Two different central side effects can be explained within the same reference framework, namely ABCB1-mediated efflux (based on permeability ratio assays) and adjusted dose. Except for slight differences noted for low doses, this framework is descriptive for both sedation and orthostatic hypotension. It explains how ABCB1, an antitarget where anti-cancer chemotherapeutic agents are concerned, can de facto become a drug target for, e.g., non-sedating antihistamines. It could also become a target for those drugs that have a primary mode of action outside the CNS but have a high incidence of CNS-related adverse events. The potency of individual drugs for particular targets is found to be significant for those non-effluxed drugs that have high potency, and higher incidence of the side effects. It does not emerge as the dominant parameter compared to efflux, since several of the effluxed drugs lack side effects despite high affinity for H1 and alpha-1A receptors. However, it is likely to be relevant for peripheral, e.g. cardiovascular [54] targets. Indeed, ABCB1-mediated efflux does not relate to the ability of drugs to cause cardiac toxicity via Torsade de Pointes.

Therapeutic use may switch attribute from target to antitarget, as is the case for H1R antagonists for which absence of central H1R perturbation is desired (e.g., absence of sedation). Vice-versa, ABCB1 substrates that are effluxed from the brain can clinically benefit from this property, which is now established as an attribute for non-sedating antihistamines. This effectively makes ABCB1 a drug target, another therapeutic shift compared to its classical “antitarget” designation where antineoplastic agents are concerned [55].

In a Popperian effort to falsify our hypothesis, we showed that LogP and LogD₇₄, while necessary for passive BBB permeability, do not have a significant influence on CNS side effects, confirming earlier observations [25, 50], nor do they influence the incidence of sedation and orthostatic hypotension. We also showed that (adjusted) dose alone is not enough to explain their incidence.
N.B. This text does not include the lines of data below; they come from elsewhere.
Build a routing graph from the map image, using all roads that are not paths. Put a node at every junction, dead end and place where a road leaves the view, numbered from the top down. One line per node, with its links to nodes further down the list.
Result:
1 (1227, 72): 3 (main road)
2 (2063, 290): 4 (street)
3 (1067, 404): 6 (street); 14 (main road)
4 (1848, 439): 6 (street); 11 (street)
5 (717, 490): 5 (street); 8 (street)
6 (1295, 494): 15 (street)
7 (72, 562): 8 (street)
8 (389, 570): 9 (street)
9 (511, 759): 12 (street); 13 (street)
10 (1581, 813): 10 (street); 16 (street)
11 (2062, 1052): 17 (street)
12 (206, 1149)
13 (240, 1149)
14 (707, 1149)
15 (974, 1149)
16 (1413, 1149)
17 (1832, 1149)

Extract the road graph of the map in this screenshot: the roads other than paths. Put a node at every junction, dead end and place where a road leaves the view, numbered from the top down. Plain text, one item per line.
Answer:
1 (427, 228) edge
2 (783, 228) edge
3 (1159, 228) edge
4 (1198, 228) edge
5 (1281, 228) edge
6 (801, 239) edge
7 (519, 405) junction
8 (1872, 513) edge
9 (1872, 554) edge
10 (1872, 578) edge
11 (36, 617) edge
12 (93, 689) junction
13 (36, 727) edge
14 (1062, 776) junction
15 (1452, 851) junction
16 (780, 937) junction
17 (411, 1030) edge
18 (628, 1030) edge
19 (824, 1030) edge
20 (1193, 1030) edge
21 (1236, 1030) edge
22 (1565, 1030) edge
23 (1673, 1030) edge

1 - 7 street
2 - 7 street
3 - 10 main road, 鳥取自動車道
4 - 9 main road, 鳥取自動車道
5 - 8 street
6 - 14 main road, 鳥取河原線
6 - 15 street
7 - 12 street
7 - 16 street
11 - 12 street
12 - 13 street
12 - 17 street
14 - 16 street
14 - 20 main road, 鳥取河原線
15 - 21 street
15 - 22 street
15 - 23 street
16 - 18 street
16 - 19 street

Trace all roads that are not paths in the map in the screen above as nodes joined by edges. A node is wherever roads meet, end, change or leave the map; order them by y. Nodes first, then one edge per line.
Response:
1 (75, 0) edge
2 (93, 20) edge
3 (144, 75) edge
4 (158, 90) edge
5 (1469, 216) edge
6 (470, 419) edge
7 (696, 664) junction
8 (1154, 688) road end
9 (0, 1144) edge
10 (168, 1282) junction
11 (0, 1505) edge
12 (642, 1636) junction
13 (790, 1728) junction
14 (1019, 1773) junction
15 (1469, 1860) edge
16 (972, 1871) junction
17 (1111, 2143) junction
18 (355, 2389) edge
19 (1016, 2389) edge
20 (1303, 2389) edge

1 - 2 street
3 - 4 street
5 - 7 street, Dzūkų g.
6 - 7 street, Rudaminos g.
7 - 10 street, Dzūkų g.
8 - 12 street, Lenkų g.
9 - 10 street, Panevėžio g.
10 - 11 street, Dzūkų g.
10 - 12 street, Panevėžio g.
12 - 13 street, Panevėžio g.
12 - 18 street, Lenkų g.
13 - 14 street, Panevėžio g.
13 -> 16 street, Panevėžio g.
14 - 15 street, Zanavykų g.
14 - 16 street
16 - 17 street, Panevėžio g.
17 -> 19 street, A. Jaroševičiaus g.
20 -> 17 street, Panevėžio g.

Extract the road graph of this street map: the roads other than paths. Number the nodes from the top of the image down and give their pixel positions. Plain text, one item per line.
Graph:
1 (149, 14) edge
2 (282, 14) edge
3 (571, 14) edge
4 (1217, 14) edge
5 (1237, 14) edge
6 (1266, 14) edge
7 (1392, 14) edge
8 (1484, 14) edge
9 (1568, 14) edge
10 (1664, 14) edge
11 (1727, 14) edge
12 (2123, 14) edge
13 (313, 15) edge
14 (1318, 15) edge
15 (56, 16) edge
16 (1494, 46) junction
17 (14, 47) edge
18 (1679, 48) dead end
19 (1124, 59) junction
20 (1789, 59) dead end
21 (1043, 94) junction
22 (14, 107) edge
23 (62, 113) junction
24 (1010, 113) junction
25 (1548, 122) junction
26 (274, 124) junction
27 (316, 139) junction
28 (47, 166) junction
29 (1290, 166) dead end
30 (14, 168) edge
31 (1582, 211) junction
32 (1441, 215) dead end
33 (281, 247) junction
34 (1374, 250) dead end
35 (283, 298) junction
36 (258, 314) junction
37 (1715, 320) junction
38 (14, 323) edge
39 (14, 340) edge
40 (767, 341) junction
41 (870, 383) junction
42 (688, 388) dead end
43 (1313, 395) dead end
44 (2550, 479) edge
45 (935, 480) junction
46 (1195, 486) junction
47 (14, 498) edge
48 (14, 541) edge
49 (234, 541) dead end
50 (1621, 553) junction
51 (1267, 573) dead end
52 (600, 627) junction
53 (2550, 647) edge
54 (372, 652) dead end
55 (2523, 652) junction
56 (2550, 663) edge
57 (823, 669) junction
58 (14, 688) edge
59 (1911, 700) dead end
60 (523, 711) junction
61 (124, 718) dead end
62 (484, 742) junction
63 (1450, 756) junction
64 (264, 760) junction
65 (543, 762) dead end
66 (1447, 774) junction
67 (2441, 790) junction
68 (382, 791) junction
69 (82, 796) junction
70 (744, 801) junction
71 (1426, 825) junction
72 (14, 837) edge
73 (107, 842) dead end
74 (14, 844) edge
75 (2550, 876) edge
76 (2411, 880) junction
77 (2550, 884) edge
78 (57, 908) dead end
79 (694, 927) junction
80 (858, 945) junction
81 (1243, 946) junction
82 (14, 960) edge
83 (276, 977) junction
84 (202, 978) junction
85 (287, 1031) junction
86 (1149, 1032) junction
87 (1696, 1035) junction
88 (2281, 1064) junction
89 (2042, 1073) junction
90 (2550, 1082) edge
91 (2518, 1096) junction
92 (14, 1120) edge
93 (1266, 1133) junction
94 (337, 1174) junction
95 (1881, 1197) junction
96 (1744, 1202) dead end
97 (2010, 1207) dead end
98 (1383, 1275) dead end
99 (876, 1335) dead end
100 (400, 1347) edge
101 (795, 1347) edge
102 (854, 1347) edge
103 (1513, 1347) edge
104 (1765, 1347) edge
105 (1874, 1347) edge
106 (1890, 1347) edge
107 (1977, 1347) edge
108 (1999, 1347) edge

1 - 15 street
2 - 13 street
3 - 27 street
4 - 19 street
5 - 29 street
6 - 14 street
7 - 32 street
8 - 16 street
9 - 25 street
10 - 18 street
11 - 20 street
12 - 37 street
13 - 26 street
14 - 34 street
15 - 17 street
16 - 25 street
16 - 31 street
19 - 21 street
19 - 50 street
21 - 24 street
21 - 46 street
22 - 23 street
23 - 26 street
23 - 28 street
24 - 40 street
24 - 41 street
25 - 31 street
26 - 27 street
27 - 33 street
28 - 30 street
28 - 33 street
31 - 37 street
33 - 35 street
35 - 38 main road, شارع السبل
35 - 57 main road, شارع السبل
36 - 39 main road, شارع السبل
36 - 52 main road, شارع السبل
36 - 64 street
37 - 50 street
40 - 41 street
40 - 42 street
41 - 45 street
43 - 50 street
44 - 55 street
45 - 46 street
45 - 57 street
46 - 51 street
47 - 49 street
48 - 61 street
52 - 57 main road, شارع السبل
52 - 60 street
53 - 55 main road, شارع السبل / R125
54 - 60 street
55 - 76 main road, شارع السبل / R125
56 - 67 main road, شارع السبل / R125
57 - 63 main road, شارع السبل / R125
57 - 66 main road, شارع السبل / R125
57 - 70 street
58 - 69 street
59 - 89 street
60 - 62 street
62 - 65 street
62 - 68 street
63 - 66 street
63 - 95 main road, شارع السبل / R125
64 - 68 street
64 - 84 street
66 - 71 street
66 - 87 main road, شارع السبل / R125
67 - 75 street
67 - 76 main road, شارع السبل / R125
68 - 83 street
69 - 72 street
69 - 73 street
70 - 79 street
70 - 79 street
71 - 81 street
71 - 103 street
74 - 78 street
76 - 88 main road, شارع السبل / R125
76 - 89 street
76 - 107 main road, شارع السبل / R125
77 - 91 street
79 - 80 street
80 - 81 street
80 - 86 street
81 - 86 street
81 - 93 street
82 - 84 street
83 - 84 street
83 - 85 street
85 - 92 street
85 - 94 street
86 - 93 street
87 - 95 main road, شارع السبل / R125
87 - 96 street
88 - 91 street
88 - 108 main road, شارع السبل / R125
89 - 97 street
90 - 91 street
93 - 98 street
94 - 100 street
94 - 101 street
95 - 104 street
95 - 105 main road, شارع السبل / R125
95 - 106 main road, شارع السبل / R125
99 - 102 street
Finally, we derived an empirical set of rules, based on the incidence of sedation and orthostatic hypotension, target affinity and dose to predict efflux effects for 31 drugs. Among them, the antihistamines azelastine and mizolastine are predicted to be effluxed via ABCB1-mediated transport. Several other drugs, including aripiprazole, bromazine, clozapine, cyproheptadine, dosulepin, iloperidone, ketotifen, lofepramine, olanzapine, orphenadrine, prochlorperazine and ziprasidone are not likely to be effluxed.

Loperamide, an antidiarrheic drug that targets intestinally located mu-type opioid receptors, thus slowing gut motility, lacks both intestinal as well as BBB permeability due to the CYP3A4 / ABCB1 combination [19], since it is a substrate for both. However, when co-administered with ABCB1 inhibitors such as qunidine and ritonavir, it may cross the intestinal and blood-brain barriers, being associated with respiratory depression [56]. Therefore, one has to continuously examine drug-target interactions, in particular with respect to drug-drug interactions, some of which may relate to the inhibition of efflux.